**EXERCISE**: Search the entries below for the string "LEUCHTE" and copy the lines that hold it.

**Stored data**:
-------------------------

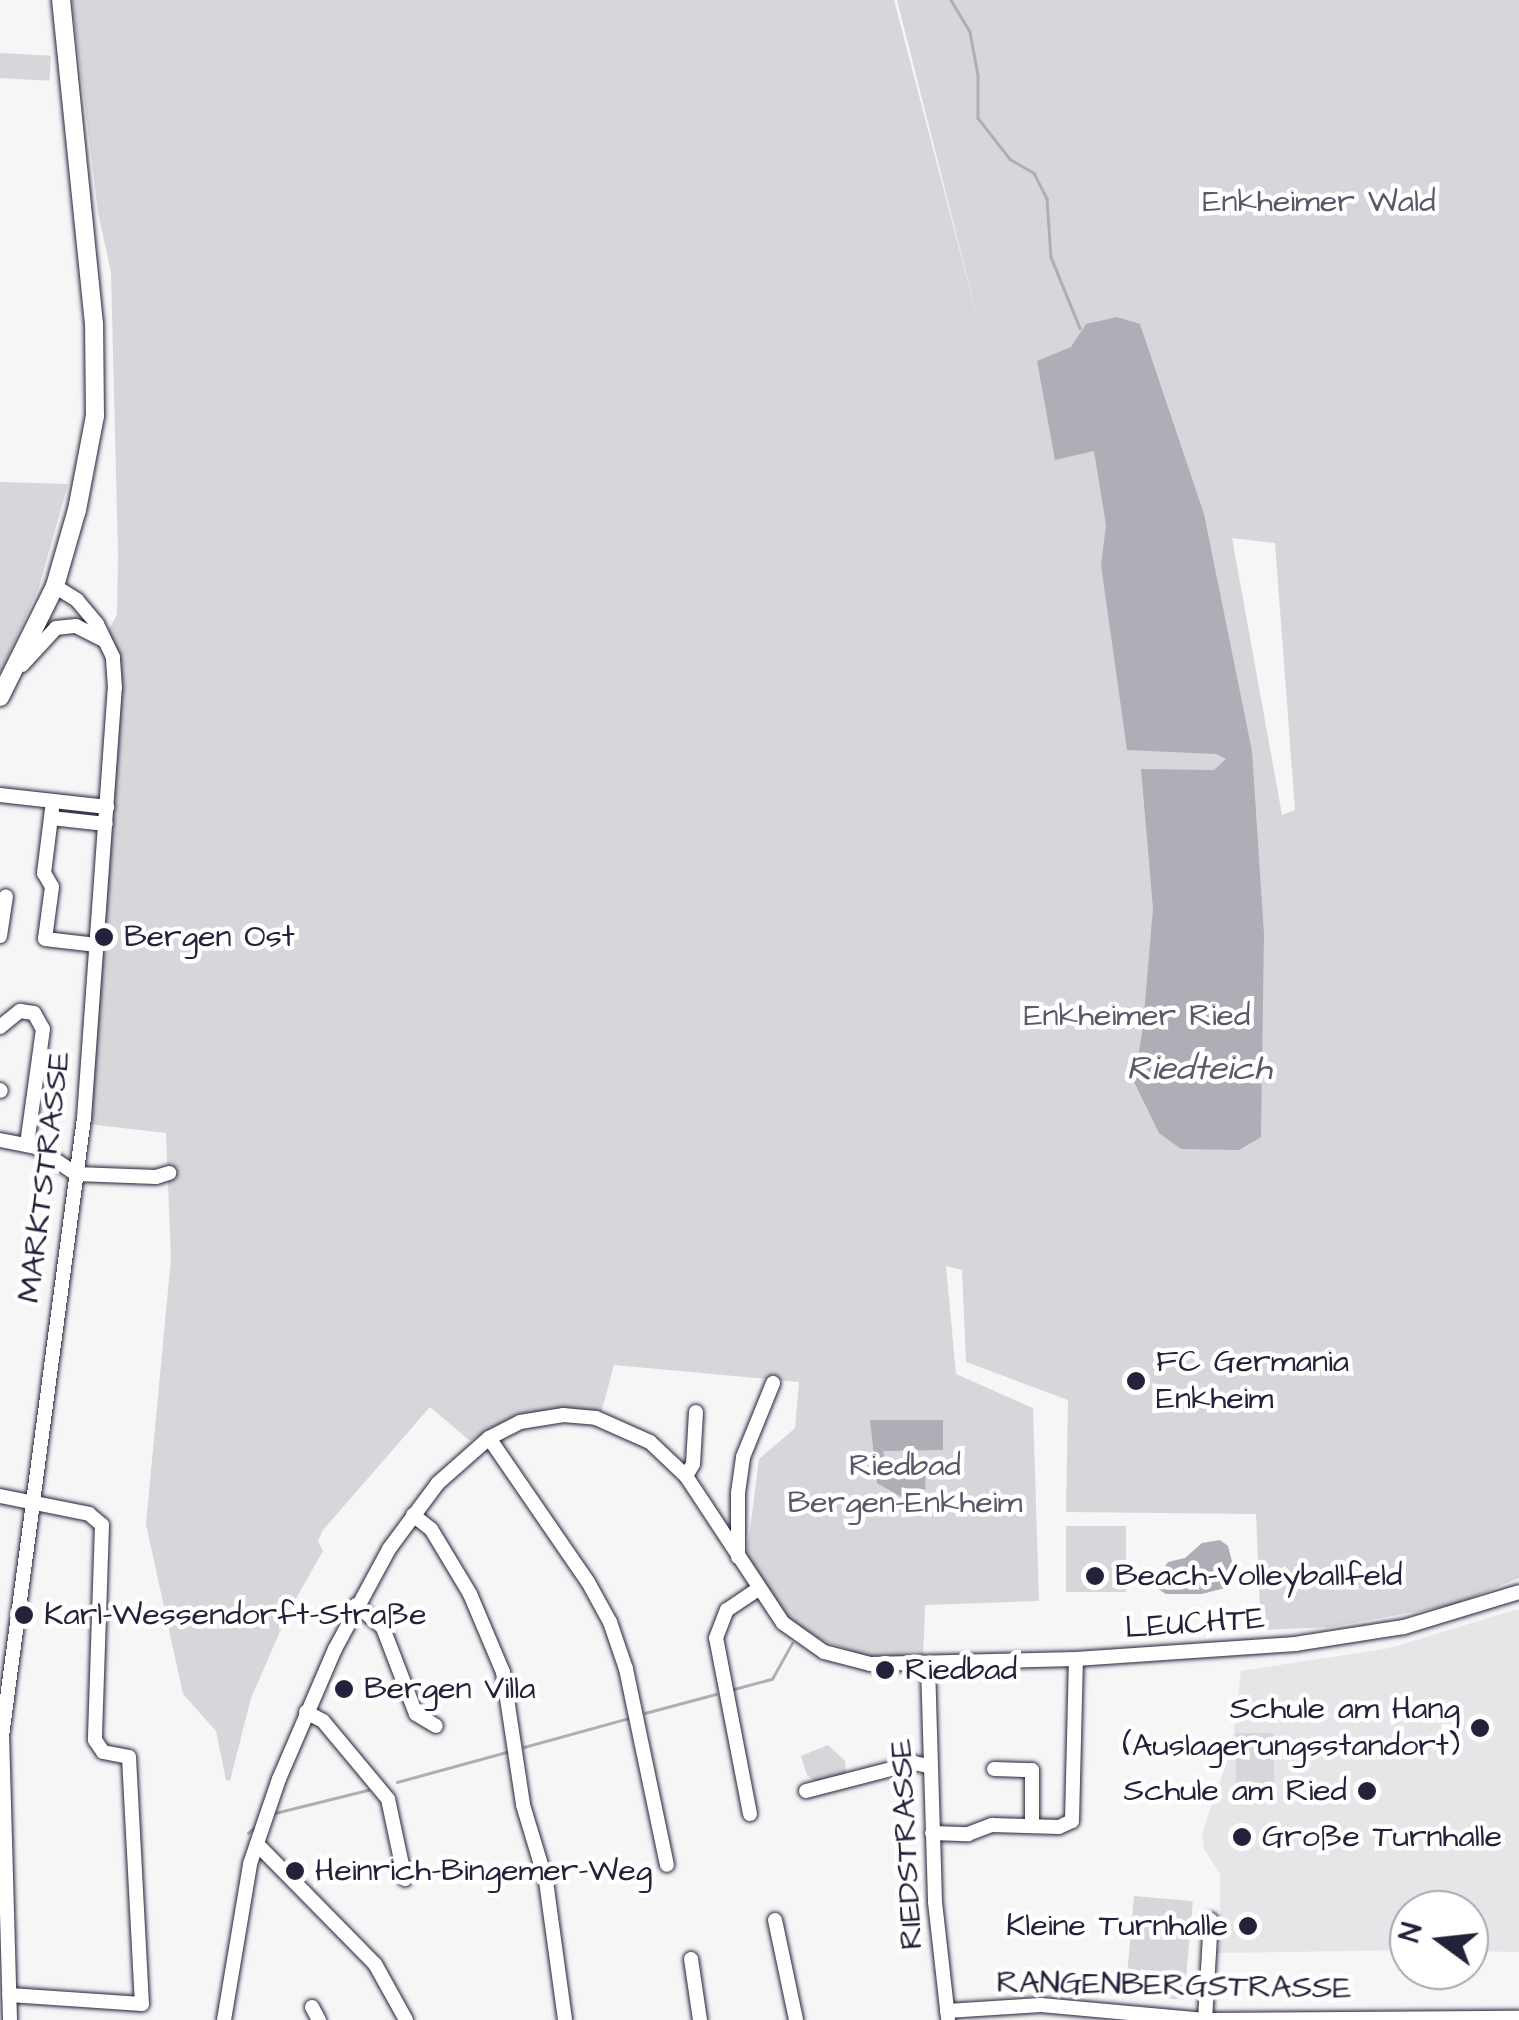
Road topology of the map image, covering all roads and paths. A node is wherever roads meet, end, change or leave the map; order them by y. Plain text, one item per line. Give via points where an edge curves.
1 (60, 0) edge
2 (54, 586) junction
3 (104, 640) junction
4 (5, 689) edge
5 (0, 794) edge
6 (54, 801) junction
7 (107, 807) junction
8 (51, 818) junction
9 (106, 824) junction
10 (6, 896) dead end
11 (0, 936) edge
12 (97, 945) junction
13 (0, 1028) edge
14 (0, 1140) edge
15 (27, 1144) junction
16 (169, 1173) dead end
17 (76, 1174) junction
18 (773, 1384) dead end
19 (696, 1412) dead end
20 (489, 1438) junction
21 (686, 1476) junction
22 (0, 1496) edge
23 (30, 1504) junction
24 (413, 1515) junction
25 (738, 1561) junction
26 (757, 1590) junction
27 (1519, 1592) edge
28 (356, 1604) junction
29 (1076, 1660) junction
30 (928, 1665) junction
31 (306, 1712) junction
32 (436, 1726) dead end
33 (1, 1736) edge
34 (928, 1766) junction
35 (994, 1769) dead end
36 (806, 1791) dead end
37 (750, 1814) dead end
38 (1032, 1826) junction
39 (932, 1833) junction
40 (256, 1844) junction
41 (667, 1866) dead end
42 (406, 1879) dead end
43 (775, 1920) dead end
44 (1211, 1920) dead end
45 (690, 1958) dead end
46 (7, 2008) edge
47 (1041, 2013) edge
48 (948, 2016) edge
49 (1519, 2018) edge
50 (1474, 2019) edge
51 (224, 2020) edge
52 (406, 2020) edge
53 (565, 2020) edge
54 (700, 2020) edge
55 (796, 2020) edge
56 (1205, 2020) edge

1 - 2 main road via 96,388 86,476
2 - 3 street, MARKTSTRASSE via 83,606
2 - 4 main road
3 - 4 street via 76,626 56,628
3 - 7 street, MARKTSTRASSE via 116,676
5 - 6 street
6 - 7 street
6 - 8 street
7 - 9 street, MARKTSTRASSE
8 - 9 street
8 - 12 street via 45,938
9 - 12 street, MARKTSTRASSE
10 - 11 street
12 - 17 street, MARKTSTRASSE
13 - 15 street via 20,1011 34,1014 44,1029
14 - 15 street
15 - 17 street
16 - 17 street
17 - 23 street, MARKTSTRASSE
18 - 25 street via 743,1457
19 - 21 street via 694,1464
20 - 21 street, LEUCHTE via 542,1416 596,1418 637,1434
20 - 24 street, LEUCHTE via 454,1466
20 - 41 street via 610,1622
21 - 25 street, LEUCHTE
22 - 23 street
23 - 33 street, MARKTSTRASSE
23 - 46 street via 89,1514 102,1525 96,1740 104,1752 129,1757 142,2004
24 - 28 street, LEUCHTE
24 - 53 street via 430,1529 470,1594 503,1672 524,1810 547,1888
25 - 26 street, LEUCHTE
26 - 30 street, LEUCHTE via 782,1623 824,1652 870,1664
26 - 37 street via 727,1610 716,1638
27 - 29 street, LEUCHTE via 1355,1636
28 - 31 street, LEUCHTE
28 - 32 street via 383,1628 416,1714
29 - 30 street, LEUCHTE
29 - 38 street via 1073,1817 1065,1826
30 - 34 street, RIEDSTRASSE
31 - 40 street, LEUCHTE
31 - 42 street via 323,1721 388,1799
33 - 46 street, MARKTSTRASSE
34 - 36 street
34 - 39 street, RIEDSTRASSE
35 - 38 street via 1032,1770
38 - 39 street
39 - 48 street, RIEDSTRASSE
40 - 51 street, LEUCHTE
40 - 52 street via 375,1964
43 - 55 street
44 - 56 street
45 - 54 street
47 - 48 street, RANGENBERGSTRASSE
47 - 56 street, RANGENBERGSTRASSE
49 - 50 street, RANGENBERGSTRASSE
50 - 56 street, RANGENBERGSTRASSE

-------------------------

**SOLUTION**:
20 - 21 street, LEUCHTE via 542,1416 596,1418 637,1434
20 - 24 street, LEUCHTE via 454,1466
21 - 25 street, LEUCHTE
24 - 28 street, LEUCHTE
25 - 26 street, LEUCHTE
26 - 30 street, LEUCHTE via 782,1623 824,1652 870,1664
27 - 29 street, LEUCHTE via 1355,1636
28 - 31 street, LEUCHTE
29 - 30 street, LEUCHTE
31 - 40 street, LEUCHTE
40 - 51 street, LEUCHTE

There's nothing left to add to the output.